MATERIAL PROVIDED:

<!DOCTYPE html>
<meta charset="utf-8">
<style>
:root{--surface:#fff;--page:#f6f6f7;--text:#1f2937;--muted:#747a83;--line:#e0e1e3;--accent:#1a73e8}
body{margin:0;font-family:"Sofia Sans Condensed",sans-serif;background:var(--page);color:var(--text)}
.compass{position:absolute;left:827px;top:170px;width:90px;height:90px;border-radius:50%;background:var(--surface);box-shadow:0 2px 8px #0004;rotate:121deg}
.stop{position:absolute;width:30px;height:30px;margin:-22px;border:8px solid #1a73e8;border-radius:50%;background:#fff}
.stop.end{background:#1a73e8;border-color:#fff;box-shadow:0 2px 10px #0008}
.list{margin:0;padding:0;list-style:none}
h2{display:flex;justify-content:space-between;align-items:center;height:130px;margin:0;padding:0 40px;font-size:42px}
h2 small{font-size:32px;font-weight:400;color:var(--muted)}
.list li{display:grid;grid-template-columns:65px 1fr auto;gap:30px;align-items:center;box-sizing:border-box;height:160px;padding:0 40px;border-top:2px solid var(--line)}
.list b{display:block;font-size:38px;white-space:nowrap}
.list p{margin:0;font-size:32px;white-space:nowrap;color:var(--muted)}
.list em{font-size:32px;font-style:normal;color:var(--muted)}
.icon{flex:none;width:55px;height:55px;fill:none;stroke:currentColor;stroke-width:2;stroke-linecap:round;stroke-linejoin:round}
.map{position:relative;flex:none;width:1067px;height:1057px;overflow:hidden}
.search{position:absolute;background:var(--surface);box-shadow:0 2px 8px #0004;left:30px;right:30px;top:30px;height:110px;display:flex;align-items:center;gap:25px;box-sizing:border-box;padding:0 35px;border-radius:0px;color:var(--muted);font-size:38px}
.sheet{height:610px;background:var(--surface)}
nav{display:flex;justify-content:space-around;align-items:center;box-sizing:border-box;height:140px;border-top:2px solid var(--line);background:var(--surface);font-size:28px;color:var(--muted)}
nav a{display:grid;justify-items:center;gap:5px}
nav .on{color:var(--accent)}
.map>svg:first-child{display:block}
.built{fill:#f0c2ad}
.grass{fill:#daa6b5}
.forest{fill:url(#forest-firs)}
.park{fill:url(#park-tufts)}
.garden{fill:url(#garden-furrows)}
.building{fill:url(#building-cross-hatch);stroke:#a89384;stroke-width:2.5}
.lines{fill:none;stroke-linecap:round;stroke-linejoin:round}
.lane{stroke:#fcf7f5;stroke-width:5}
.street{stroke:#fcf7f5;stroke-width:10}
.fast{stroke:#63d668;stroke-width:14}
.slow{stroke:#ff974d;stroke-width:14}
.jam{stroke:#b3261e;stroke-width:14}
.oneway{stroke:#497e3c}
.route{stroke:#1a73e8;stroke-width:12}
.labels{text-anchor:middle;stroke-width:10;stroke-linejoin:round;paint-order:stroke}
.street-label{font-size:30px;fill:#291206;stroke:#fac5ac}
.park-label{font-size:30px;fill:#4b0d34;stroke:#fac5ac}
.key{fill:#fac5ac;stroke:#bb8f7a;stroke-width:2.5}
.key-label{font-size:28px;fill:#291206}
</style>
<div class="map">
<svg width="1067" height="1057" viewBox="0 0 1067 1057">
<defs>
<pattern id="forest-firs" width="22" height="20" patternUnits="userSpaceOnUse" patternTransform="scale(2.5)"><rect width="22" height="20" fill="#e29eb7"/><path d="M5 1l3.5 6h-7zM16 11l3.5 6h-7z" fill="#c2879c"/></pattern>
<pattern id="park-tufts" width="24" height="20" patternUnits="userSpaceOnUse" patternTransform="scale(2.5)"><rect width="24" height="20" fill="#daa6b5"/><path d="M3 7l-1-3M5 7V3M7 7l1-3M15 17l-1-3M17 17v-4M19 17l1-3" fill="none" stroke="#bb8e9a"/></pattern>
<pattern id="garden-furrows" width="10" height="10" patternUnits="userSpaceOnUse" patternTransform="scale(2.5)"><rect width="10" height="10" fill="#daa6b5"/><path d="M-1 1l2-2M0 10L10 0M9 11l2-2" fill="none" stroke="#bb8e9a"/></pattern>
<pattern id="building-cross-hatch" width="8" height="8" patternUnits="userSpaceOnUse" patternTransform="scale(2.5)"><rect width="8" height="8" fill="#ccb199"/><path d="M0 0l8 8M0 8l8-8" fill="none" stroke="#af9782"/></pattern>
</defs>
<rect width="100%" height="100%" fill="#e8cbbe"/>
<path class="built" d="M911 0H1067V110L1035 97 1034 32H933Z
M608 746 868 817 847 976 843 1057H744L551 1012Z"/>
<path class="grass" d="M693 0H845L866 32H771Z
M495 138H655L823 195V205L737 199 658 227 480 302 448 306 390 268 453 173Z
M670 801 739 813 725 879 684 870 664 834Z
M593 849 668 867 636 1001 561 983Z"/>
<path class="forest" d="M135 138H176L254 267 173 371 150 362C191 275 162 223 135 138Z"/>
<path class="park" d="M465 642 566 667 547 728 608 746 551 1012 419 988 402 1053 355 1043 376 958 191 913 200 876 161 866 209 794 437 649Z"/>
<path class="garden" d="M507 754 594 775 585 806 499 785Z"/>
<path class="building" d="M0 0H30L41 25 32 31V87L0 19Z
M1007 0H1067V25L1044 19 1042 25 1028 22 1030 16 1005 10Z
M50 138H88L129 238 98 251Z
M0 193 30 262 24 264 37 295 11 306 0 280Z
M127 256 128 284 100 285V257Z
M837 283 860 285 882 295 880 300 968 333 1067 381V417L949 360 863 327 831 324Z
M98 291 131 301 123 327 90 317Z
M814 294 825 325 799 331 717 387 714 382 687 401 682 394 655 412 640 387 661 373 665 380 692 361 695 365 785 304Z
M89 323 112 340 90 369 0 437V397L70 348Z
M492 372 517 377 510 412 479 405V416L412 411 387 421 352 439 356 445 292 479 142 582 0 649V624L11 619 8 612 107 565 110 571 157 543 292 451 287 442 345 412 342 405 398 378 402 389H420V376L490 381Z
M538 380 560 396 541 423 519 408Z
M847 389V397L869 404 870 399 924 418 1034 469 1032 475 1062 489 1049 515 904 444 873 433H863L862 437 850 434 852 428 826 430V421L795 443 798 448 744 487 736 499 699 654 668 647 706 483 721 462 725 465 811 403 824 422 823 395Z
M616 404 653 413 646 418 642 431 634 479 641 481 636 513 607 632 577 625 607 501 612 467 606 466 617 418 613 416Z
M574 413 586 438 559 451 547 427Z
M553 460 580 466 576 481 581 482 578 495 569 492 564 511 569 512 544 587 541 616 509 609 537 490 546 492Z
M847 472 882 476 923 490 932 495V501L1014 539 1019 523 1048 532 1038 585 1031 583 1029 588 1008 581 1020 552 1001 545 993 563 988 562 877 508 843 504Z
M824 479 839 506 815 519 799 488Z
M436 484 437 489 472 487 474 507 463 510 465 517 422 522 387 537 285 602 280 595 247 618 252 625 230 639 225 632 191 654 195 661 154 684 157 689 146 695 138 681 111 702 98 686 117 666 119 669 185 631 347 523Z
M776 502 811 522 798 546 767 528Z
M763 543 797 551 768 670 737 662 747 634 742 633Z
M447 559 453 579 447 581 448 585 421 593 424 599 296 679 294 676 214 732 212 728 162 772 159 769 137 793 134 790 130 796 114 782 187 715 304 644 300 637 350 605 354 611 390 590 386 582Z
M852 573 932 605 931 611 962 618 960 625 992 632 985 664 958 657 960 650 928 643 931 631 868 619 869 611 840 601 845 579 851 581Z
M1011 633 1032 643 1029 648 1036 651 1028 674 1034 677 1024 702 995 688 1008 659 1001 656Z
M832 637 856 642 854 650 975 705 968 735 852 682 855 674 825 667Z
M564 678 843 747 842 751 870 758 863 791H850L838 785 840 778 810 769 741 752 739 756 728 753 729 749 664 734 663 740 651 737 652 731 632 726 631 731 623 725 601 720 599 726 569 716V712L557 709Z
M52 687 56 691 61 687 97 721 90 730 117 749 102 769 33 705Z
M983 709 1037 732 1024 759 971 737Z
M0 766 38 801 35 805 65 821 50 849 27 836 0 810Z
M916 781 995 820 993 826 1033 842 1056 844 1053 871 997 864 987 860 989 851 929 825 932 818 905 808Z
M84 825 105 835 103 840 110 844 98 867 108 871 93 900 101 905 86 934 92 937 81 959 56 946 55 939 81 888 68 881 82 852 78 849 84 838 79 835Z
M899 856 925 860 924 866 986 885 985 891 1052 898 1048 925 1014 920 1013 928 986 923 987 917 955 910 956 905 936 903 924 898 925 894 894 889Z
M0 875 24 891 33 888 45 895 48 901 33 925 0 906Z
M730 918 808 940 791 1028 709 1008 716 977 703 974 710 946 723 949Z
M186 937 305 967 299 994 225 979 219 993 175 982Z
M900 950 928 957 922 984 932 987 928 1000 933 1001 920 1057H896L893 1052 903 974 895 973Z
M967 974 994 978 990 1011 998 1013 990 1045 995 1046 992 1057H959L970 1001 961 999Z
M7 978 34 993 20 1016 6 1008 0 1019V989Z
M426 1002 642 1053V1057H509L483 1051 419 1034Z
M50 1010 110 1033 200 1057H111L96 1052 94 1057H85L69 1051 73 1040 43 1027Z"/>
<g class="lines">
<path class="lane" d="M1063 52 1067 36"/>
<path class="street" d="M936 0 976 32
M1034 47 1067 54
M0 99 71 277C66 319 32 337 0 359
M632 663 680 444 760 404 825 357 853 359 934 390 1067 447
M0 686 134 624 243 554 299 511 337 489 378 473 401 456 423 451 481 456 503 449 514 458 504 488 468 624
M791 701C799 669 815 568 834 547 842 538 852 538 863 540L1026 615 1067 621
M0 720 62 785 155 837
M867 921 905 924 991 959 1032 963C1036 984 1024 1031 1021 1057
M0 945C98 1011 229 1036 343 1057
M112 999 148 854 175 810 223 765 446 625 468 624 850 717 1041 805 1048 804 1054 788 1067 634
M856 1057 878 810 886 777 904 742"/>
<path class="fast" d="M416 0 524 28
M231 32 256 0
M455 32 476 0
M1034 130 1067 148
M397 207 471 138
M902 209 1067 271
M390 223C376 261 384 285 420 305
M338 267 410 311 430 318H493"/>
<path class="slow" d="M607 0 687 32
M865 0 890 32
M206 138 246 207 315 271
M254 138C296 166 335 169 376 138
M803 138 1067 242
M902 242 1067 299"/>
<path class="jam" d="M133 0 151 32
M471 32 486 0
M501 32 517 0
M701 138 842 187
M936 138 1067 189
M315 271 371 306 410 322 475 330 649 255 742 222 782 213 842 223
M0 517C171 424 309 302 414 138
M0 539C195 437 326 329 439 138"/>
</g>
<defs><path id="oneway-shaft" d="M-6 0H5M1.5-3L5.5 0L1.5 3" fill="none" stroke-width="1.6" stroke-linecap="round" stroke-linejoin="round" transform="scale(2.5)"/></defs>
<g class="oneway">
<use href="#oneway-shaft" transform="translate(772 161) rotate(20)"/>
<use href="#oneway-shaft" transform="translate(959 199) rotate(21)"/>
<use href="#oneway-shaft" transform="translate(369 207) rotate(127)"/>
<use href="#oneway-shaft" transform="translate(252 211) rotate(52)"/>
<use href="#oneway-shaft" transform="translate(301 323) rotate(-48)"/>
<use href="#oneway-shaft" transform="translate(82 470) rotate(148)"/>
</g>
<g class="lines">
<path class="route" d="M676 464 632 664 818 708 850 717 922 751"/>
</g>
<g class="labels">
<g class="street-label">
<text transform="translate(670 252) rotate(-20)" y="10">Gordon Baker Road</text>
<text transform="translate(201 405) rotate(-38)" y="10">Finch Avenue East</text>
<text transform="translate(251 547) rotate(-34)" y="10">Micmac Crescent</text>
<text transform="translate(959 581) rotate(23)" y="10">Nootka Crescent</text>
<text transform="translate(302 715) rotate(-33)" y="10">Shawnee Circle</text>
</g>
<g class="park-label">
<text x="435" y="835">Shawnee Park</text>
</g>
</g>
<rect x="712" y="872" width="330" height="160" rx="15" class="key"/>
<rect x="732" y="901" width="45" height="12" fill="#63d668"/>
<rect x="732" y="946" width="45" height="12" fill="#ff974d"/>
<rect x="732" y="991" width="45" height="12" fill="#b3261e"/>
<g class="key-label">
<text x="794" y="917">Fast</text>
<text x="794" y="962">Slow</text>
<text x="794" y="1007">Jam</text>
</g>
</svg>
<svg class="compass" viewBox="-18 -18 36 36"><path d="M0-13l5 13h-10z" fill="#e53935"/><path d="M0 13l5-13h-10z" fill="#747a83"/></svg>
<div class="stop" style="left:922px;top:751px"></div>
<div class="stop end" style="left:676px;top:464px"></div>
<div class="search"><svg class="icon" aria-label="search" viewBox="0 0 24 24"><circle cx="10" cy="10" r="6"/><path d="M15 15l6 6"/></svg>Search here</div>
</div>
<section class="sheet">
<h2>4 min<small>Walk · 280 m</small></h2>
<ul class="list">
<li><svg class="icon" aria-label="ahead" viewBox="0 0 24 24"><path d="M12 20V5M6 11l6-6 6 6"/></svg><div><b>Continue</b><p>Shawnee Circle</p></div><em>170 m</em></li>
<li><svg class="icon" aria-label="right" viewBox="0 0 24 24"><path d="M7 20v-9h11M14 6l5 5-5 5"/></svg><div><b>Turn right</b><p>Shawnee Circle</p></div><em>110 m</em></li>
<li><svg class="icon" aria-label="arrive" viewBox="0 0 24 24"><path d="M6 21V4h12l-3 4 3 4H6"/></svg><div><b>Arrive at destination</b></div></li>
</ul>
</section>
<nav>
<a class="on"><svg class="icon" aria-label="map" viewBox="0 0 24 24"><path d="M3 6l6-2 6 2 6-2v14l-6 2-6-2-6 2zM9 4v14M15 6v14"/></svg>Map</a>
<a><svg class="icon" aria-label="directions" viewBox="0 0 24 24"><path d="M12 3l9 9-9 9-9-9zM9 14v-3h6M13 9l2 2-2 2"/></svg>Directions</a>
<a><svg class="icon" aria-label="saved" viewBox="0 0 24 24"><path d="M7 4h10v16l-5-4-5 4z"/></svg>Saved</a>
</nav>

TASK DESCRIPTION:
Give only a number: how many lines of the data hold the string "nowrap"?

SOLUTION TO THE EXERCISE:
2